Many towns had become cities before without sweating out. Time wasn’t yet so strict before when there was yet no need for a cityhood plebiscite, and no need of having to pass a triad of requirements. What was needed was only the approval of the city charter by the local sanggunian.
In the past, a town can become a city by strategic consideration, say a province has really no city to boasts of like Compostela Valley now. There was no benchmark, no qualifications before. But Nabunturan, Comval’s capital town, now can no longer become a city via Congress will without the plebiscite. Most importantly, the capital town has to pass the qualifications of income, population and territory as provided by the Local Government Code of 1991.
The LGC of 1991 first provided for the cityhood requirements- an income of P20 million, a population of 150,000 and a territory of 100 square kilometers. LGC’s imposition of qualifications resulted to more cityhood bids. From more than 50 cities before the code’s enactment, their number dramatically rose to more than 140 cities as of 1984. Many towns became cities because of the small income requirement. But because a typical LGU is Internal Revenue Allotment-dependent, the appetite for cityhood to partake greater slice of the IRA sprang up.

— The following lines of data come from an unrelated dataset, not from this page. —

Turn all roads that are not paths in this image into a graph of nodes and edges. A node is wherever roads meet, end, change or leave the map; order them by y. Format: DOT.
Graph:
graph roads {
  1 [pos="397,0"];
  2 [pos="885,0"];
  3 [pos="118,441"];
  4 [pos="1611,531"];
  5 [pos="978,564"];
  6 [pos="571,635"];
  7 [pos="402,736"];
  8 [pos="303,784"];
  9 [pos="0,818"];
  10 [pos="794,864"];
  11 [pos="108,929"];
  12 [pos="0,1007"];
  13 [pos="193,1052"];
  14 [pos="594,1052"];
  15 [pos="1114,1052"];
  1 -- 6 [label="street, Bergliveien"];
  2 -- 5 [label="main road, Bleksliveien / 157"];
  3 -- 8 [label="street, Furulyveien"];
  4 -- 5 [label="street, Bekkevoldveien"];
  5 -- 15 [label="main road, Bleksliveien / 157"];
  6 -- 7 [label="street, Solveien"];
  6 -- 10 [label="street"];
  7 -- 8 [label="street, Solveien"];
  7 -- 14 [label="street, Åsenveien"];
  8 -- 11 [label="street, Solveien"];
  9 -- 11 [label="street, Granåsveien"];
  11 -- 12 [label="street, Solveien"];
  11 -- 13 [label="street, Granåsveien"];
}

As many more wanted to become a city, the income requirement was increased to P100 million in 2001 with the passage of Republic Act No. 9009. The law was specific to mention that the P100 million income should mean locally generated funds. Which means it should be less of the IRA, that is always the bulk of LGU revenues. The law has an either-or provision for the population and territory requirements. That makes the income as most required while aspiring towns would have also to qualify one of the two other requirements.
In effect, the law amended the cityhood provision of the LGC of 1991. Still many LGUs vied to become cities with them misinterpreting the P100 million as to be the total income composed of the IRA and the local sources. The Congress then became a basket of 16 cityhood bills, which became laws. But there was already RA 9009. The league of cities revolted, complaining of shrinking IRA share.
The group of 16 new cities asked the Supreme Court for an exemption from the raised income requirement as the league of cities pushed to revert them to town status.Included in Mindanao are Tandag in Surigao del Sur, Lamitan in Basilan, Bayugan in Agusan del Sur, Mati in Davao Oriental, Cabadbaran in Agusan del Norte, El Salvador City in Misamis Oriental. It is in this case that the Supreme Court flip-flopped in its decision. The highest court first decided the cityhood status of the 16 new cities was unconstitutional in Nov. 2008 then it reversed its decision restoring their cityhood in Dec. 2009 but it reinstated its 2008 decision in Aug. 2010 making their cityhood unconstitutional.
When Mati was declared as municipio again it could have feigned like Bacoor or Dasmarinas, whose people resisted against cityhood bids for a long time knowing that higher property taxes would be imposed after the cityhood. They had already achieved a high degree of urbanization and had an annual income that already exceeded that of many lower-income cities, but their people resisted and it was only lately that they acceded with the cityhood. Mati has a coast and vast land, forest and mineral resources as its advantages. By its rather fast urbanization tempo now, the Mati local government can sit back and relax while only feeding its own urbanization to sustain itself.
It got a legal saving grace when, thanks Heaven, the Supreme Court on April 12, 2011, finally ruled that Mati and the other 15 municipalities would be turned back into cities even without complying with the P100-million annual income requirement imposed by the Local Government Code.